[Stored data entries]
===

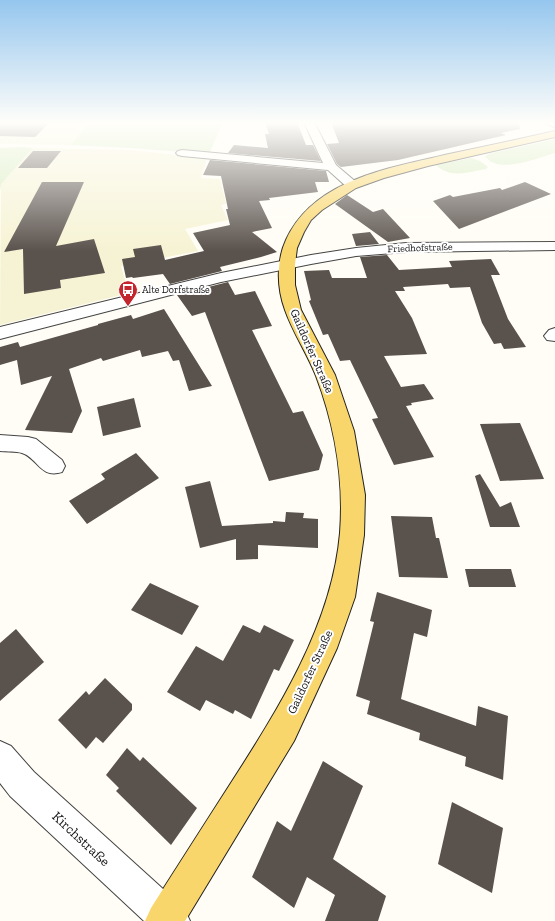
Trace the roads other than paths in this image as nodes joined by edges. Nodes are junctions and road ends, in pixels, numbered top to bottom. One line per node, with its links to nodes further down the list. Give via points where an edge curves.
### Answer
1 (310, 165): 3 (street)
2 (415, 165): 4 (main road, Gaildorfer Straße)
3 (331, 167): 4 (street)
4 (352, 185): 6 (main road, Gaildorfer Straße, via 317,207 306,218 290,248)
5 (555, 246): 6 (street, Friedhofstraße, via 389,248)
6 (287, 264): 7 (street, via 169,290); 11 (main road, Gaildorfer Straße, via 287,285 293,310 325,375 344,431 352,503 352,535 342,597 327,638 283,730)
7 (0, 333)
8 (0, 443): 9 (street, via 28,445)
9 (54, 466)
10 (0, 757): 11 (street, Kirchstraße, via 22,784)
11 (167, 920)

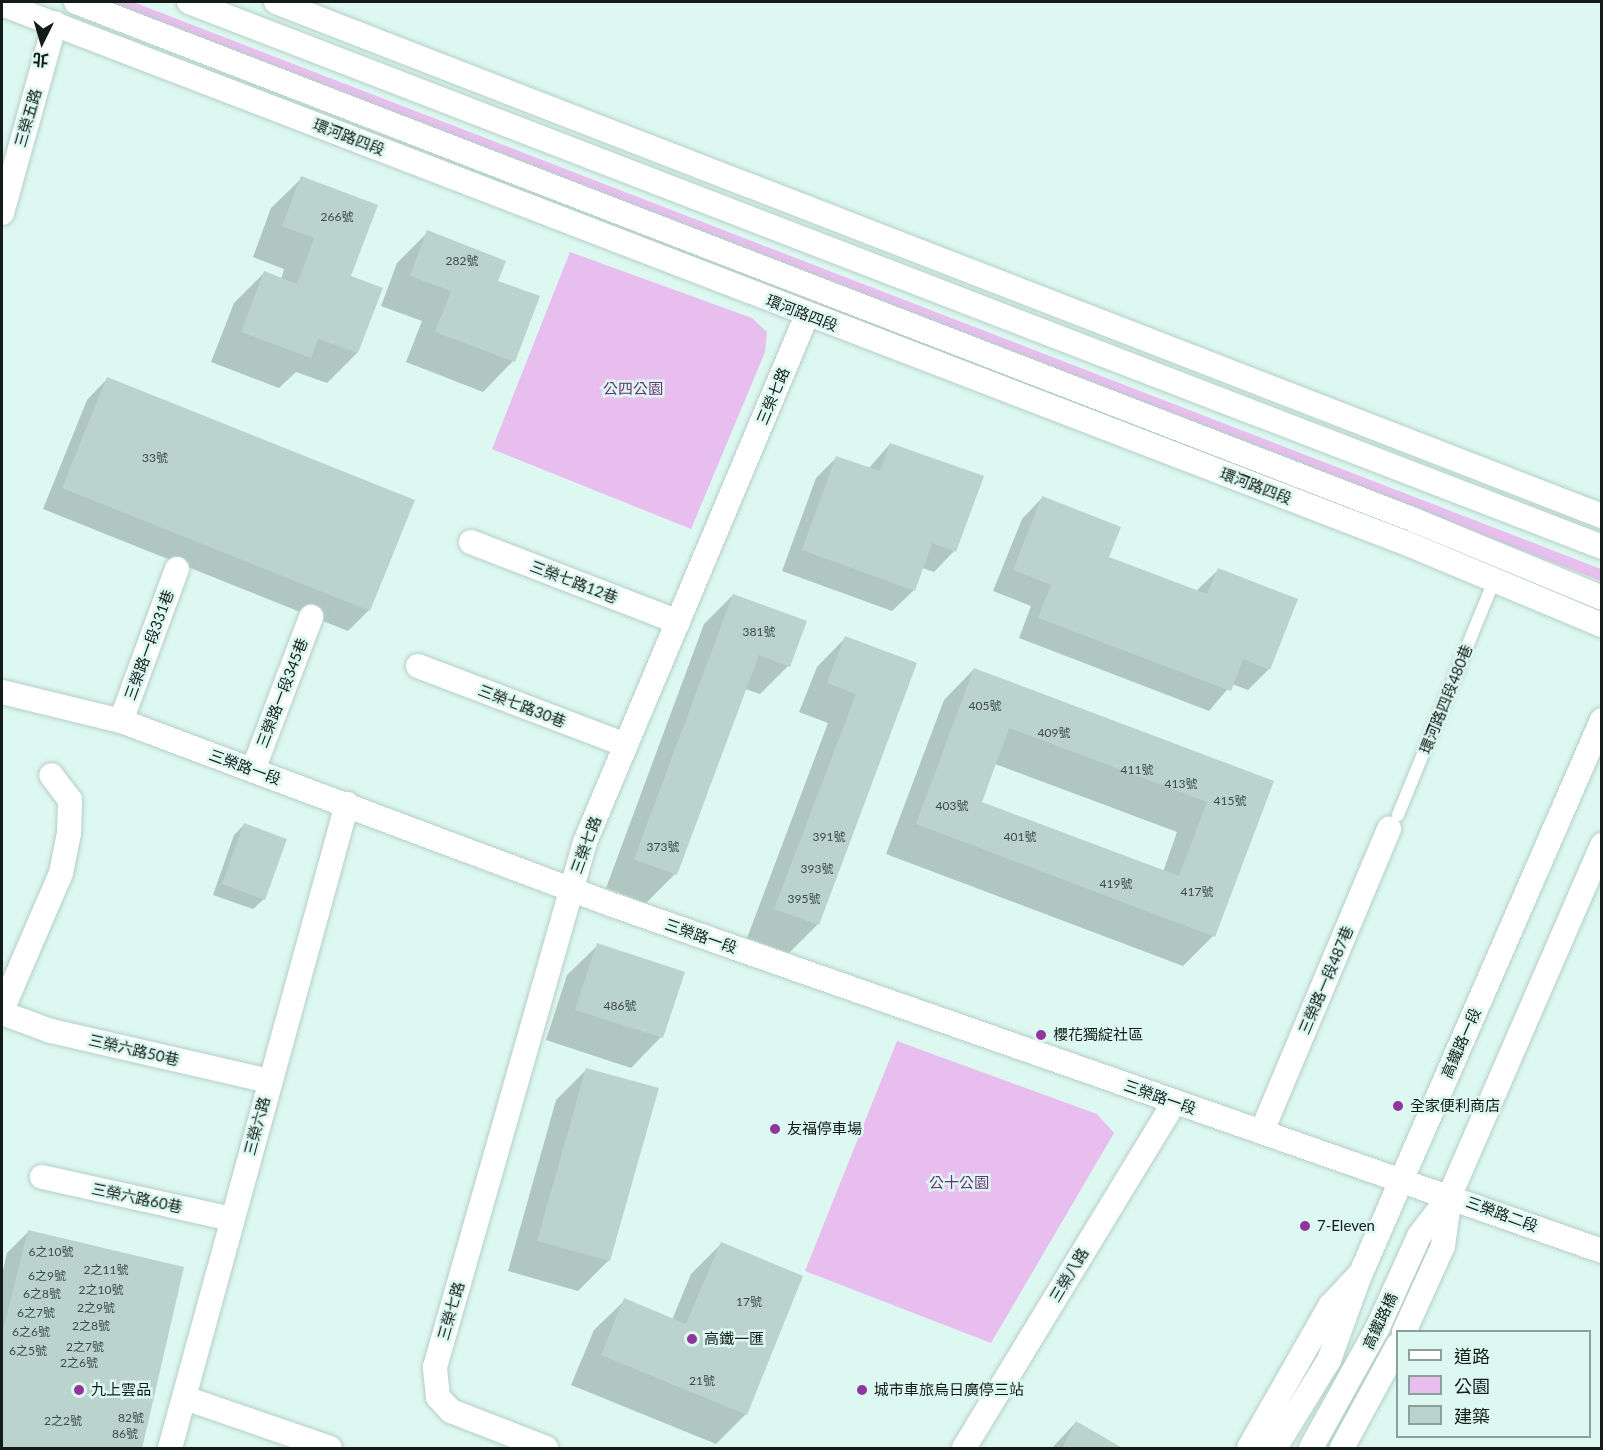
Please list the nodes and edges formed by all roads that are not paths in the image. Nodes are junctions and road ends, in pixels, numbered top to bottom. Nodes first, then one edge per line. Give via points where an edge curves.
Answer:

===

Each entry should be repeated exactly as it appears; the pictures stay out.

Trace the roads other than paths in this image as nodes joined by edges. Nodes are junctions and road ends, in pixels, numbered top to bottom. One line per node, with its links to nodes further down the list. Give via points where an edge curves.
### Answer
1 (310, 165): 3 (street)
2 (415, 165): 4 (main road, Gaildorfer Straße)
3 (331, 167): 4 (street)
4 (352, 185): 6 (main road, Gaildorfer Straße, via 317,207 306,218 290,248)
5 (555, 246): 6 (street, Friedhofstraße, via 389,248)
6 (287, 264): 7 (street, via 169,290); 11 (main road, Gaildorfer Straße, via 287,285 293,310 325,375 344,431 352,503 352,535 342,597 327,638 283,730)
7 (0, 333)
8 (0, 443): 9 (street, via 28,445)
9 (54, 466)
10 (0, 757): 11 (street, Kirchstraße, via 22,784)
11 (167, 920)

Please list the nodes and edges formed by all roads that are not paths in the image. Nodes are junctions and road ends, in pixels, numbered top to bottom. Nodes first, then one edge per line. Give via points where an edge curves.
Answer:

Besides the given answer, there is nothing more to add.